++++ Material supplied
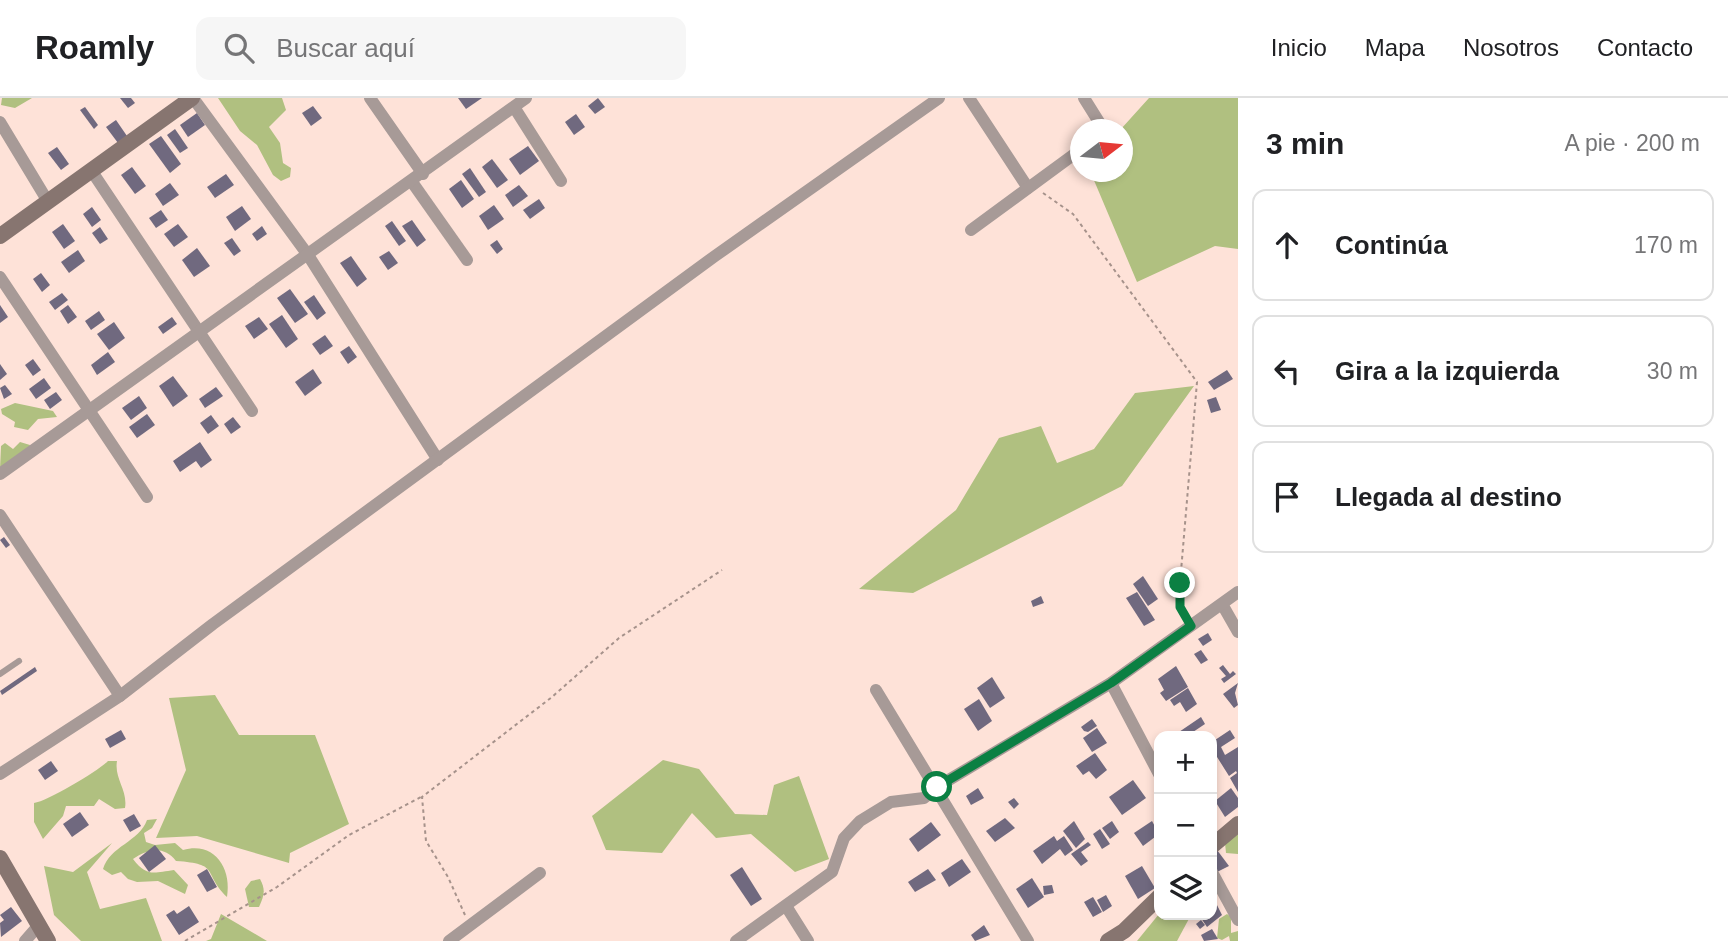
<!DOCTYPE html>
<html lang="es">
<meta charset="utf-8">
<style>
body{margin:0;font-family:Arial,sans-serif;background:#f6f6f6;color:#202124}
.controls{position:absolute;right:21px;bottom:21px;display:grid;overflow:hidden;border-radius:14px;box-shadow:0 4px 10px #0003}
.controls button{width:63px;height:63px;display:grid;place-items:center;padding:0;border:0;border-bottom:2px solid #e0e0e0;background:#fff;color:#202124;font:35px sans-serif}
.compass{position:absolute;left:1070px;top:21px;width:63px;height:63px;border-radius:50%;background:#fff;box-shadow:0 4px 10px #0003;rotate:74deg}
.stop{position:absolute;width:21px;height:21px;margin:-16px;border:5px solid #0b8043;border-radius:50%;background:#fff}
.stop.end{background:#0b8043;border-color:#fff;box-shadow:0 2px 7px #0008}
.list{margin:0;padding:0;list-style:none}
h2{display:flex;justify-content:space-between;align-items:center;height:91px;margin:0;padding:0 28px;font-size:30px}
h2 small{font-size:23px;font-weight:400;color:#757577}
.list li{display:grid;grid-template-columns:46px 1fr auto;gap:21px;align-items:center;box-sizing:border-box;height:112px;margin:0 14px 14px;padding:0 14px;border:2px solid #e0e0e0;border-radius:14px}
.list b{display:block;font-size:26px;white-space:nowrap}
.list em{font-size:23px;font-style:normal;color:#757577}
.icon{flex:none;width:38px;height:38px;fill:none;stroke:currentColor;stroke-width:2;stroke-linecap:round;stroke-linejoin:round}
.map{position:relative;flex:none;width:1238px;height:843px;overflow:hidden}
header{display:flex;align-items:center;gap:42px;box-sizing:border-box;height:98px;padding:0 35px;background:#fff;border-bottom:2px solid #e0e0e0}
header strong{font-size:33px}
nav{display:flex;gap:38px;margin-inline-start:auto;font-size:24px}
.search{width:490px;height:63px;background:#f6f6f6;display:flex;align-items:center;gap:18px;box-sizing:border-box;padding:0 24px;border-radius:14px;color:#757577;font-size:26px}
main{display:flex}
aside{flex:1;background:#fff}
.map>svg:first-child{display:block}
</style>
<header>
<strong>Roamly</strong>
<div class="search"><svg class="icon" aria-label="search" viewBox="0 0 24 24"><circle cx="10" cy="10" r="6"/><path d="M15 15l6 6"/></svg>Buscar aquí</div>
<nav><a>Inicio</a><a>Mapa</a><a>Nosotros</a><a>Contacto</a></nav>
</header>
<main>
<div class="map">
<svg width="1238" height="843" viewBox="0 0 1238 843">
<rect width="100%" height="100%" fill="#fee2d8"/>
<g fill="#b0c080">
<path d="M2,0H32L15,10L1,7Z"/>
<path d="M218,0H282L286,12L269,29L280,45L283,65L291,70L290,79L281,83L273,77L257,47L240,33Z"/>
<path d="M1149,0H1238V151L1215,148L1137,184L1093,80L1096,74H1122L1121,31Z"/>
<path d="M1194,288L1122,388L913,495L859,491L956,412L999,340L1041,328L1057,365L1094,351L1135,295Z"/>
<path d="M15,305L53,313L57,319L38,321L28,332L14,329L15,324L2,316L1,311Z"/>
<path d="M20,344L30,347L29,351L0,371L1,348L5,345L13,351Z"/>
<path d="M215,597L239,637H315L349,726L290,755L289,765L197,738L156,740L186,672L169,600Z"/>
<path d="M663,662L699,671L735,716L767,717L774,687L799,678L829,761L795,774L751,736L716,740L692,715L662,755L606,752L592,718Z"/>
<path d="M108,663H117C114,681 128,692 125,710L115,711L99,701L94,708H66L63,718L43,741L34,724V705C48,703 98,673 108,663Z"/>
<path d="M157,721L152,730L144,735L146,744L155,747L175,745L183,752C214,743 232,770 227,799C202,774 221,766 176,763C164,747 147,751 133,761C147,779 153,775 174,772L188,787L185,796L158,783L137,784L128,781L121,774L112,777L103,771C110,748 139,744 147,722Z"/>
<path d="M1238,733V756L1226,755L1225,745Z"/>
<path d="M112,745L87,774L100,811L146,800L162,843H81L54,817L44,768L73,774Z"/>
<path d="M260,781C266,792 264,798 259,809H249L245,791L251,783Z"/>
<path d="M221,816L267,843H206L211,841Z"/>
<path d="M1159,816L1191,817L1177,843H1137Z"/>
<path d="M1227,816L1231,819V835L1238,833V843H1230L1229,838L1222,842L1217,840L1219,821Z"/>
</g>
<g fill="#70697f">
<path d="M120,0H131L135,5L128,10Z"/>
<path d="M458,0H482L466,11Z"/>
<path d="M598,0L605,9L595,16L588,8Z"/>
<path d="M313,8L322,20L311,28L302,15Z"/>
<path d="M85,9L98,27L94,31L80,12Z"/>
<path d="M197,15L205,27L188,39L180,27Z"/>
<path d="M576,16L585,29L574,37L565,24Z"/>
<path d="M116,22L127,38L118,45L106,29Z"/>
<path d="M175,31L188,50L180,55L167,37Z"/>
<path d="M161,38L181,66L170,75L149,46Z"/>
<path d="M528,48L539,63L520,77L509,61Z"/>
<path d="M57,49L69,66L61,72L48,55Z"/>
<path d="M492,61L508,82L497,90L482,69Z"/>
<path d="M132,69L146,88L135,96L121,77Z"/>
<path d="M470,70L486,94L479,99L462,76Z"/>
<path d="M226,76L234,87L215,100L207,89Z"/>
<path d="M461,82L474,101L462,110L449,91Z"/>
<path d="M170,85L179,97L163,108L155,96Z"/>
<path d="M519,87L528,98L513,109L505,97Z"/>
<path d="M539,101L545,110L530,121L523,112Z"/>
<path d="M494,107L504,121L488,132L479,118Z"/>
<path d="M242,108L251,121L235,133L226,119Z"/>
<path d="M92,109L101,122L92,129L83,116Z"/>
<path d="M161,112L168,122L156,130L149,120Z"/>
<path d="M412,122L426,142L417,149L402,128Z"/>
<path d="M392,123L406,143L399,148L385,128Z"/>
<path d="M63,126L75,143L64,151L52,134Z"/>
<path d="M178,126L188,139L174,149L164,136Z"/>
<path d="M262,128L267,136L257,143L252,136Z"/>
<path d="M100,129L108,141L100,146L92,135Z"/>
<path d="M232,140L241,153L234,158L224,145Z"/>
<path d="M497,142L503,151L497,156L490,147Z"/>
<path d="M197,150L210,168L194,179L182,162Z"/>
<path d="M78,152L85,163L69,175L61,164Z"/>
<path d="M389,153L398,165L388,172L379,159Z"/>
<path d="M351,158L367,181L357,189L340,165Z"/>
<path d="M41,175L50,187L42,194L33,181Z"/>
<path d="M290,191L308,216L295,225L277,200Z"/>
<path d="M62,195L68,202L55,212L49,204Z"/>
<path d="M314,197L326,215L317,222L304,204Z"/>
<path d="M0,207L8,219L0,225Z"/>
<path d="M68,207L77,219L68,226L60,213Z"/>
<path d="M99,213L105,222L91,232L85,223Z"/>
<path d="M282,217L298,241L286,250L269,226Z"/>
<path d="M172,219L177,226L163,236L158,229Z"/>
<path d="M259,219L268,231L254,241L245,228Z"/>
<path d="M114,224L125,240L109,252L97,236Z"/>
<path d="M325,237L333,248L320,257L312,246Z"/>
<path d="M349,248L357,259L348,266L340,254Z"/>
<path d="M108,254L115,264L97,277L91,267Z"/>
<path d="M33,261L41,272L33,278L25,267Z"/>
<path d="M0,266L7,276L0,282Z"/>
<path d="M313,271L322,285L305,298L295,284Z"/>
<path d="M1227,272L1233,281L1214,292L1208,284Z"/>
<path d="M173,278L188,298L173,309L159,288Z"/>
<path d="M44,280L51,290L36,301L29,291Z"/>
<path d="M5,287L12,296L4,301L0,290Z"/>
<path d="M216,289L223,298L205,310L199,301Z"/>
<path d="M56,294L62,302L50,311L44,302Z"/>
<path d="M139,298L147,310L131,322L122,310Z"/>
<path d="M1216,299L1221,312L1211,315L1207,302Z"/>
<path d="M147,316L155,327L137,340L129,329Z"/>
<path d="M211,317L219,328L208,336L200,325Z"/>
<path d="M233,319L241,329L231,336L224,326Z"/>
<path d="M200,344L212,362L201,370L196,363L180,374L173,363Z"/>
<path d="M4,439L10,447L6,450L0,442Z"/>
<path d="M1143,478L1158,501L1148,508L1133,486Z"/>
<path d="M1137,494L1155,522L1144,528L1126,500Z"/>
<path d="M1041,498L1044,505L1033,509L1031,503Z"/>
<path d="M1208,535L1212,542L1203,548L1198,541Z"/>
<path d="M1201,552L1208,562L1201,566L1194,556Z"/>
<path d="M1223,567L1230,576L1233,573L1236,576L1224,585L1221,581L1226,578L1219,570Z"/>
<path d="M1176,568L1188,589L1166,603L1160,595L1164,592L1158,581Z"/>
<path d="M35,569L37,573L2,597L0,593Z"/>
<path d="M992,579L1005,600L990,610L977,590Z"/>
<path d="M1238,585L1235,595L1238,607L1234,610L1223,596Z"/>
<path d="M1188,590L1197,606L1186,614L1180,604L1174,608L1170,602Z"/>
<path d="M979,601L992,623L978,633L964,611Z"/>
<path d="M1201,619L1205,626L1187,638H1177L1176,636Z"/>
<path d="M1092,621L1097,628L1088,634L1084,633L1081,629Z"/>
<path d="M1097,630L1107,645L1092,654L1083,640Z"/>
<path d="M121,632L126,641L110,650L105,641Z"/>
<path d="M1230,632L1235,640L1221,649L1225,657L1238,649V694L1230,680L1237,675L1236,673L1229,678L1212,651V644Z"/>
<path d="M1095,655L1107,672L1096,681L1089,673L1083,677L1076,668Z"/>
<path d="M51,663L58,673L45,682L38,672Z"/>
<path d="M1133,682L1146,700L1122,717L1109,699Z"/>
<path d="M978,690L984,700L971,707L966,698Z"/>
<path d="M1231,690L1238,700V709L1225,719L1215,703Z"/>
<path d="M1014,700L1019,706L1014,711L1008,704Z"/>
<path d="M80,714L89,727L72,739L63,726Z"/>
<path d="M134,716L141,728L130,734L123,722Z"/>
<path d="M1005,720L1015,730L995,744L986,733Z"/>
<path d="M1074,723L1085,741L1076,750L1063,733Z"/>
<path d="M1112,723L1119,734L1110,741L1102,730Z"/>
<path d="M1152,723L1159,736L1143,748L1134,735Z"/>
<path d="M931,724L941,737L918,754L909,741Z"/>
<path d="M1100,731L1110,746L1102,751L1093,736Z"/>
<path d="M1054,738L1057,743L1064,738L1073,752L1065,758L1060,751L1042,766L1033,753Z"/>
<path d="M1088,744L1091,747L1081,754L1088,763L1081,768L1071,756Z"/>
<path d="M155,747L166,761L149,774L139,760Z"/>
<path d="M1217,752L1229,768L1217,774L1212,761L1213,754Z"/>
<path d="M962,761L971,774L949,789L941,775Z"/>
<path d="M1142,768L1155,790L1138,801L1125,778Z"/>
<path d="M742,769L762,801L751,808L730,777Z"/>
<path d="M207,771L217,789L207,794L197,777Z"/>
<path d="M928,771L936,782L915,794L908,784Z"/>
<path d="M1032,780L1044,799L1028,810L1016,791Z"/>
<path d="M1052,787L1054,795L1044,797L1043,788Z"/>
<path d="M1106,797L1112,808L1103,814L1097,802Z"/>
<path d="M1093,799L1102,814L1093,819L1084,804Z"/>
<path d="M1216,805L1222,817L1207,829L1199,817H1212V807Z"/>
<path d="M189,808L199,824L179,837L166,817L174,812L177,816Z"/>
<path d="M11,809L22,823L1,839L0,825L4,822L0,817Z"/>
<path d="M1201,822L1205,827L1200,831L1196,826Z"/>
<path d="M984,827L990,837L975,843L971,837Z"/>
<path d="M1212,831L1218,841L1204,843L1201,837Z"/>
</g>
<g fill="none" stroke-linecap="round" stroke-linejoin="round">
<g stroke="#a6928b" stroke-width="2" stroke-dasharray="3.5 3.5" stroke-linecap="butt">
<path d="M1043,95L1073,116L1197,284L1180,485V509L1184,518"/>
<path d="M465,817L448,779L426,743L422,699L552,599L619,540L722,472"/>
<path d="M185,843L277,789L349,737L421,699"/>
</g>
<path stroke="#a79a97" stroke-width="6" d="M0,576L19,563"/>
<g stroke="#a79a97" stroke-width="12">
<path d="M193,0L308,157L438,362"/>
<path d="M370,0L423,76"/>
<path d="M969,0L1028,90"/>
<path d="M1084,0L1104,32"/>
<path d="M514,9L561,83"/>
<path d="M0,24L47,102"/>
<path d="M91,72L252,313"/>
<path d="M412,84L467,162"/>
<path d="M971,132L1080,52"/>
<path d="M0,179L147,399"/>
<path d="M0,376L526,0"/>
<path d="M0,417L120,598"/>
<path d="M1222,506L1238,534"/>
<path d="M1111,585L1159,676"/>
<path d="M876,592L1028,843"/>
<path d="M0,676L120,598L213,526L715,158L939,0"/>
<path d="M1212,774L1238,822"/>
<path d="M786,808L808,843"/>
<path d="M25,843L39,827"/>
<path d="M449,843L540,775"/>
<path d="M736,843L832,774L844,740L860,723L891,704L924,700L937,689L1111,585L1238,494"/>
</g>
<g stroke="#877570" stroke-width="16">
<path d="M0,138L192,0"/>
<path d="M1212,748L1238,726"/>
<path d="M0,760L48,843"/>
<path d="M1108,843L1124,833L1159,799"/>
</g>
</g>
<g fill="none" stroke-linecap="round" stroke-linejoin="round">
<path stroke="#0b8043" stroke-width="9" d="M937,689L1111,585L1191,528L1180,509V485"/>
</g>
</svg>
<div class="controls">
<button>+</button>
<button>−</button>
<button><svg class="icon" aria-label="layers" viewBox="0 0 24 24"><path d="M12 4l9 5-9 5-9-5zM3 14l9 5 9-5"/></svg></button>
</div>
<svg class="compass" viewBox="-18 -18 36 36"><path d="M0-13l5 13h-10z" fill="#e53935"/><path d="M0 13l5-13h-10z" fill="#757577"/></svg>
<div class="stop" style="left:937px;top:689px"></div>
<div class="stop end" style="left:1180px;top:485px"></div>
</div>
<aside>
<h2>3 min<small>A pie · 200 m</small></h2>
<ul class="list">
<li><svg class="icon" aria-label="ahead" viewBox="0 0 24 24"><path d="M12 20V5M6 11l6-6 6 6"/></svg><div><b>Continúa</b></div><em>170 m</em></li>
<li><svg class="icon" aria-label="left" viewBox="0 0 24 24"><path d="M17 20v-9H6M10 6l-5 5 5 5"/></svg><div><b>Gira a la izquierda</b></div><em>30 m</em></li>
<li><svg class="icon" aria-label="arrive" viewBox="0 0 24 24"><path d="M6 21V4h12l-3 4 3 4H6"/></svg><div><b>Llegada al destino</b></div></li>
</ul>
</aside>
</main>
++++++++
■ Exercise brief:
In the entries above, find each line with the word "shadow" and copy it.

■ Result below:
.controls{position:absolute;right:21px;bottom:21px;display:grid;overflow:hidden;border-radius:14px;box-shadow:0 4px 10px #0003}
.compass{position:absolute;left:1070px;top:21px;width:63px;height:63px;border-radius:50%;background:#fff;box-shadow:0 4px 10px #0003;rotate:74deg}
.stop.end{background:#0b8043;border-color:#fff;box-shadow:0 2px 7px #0008}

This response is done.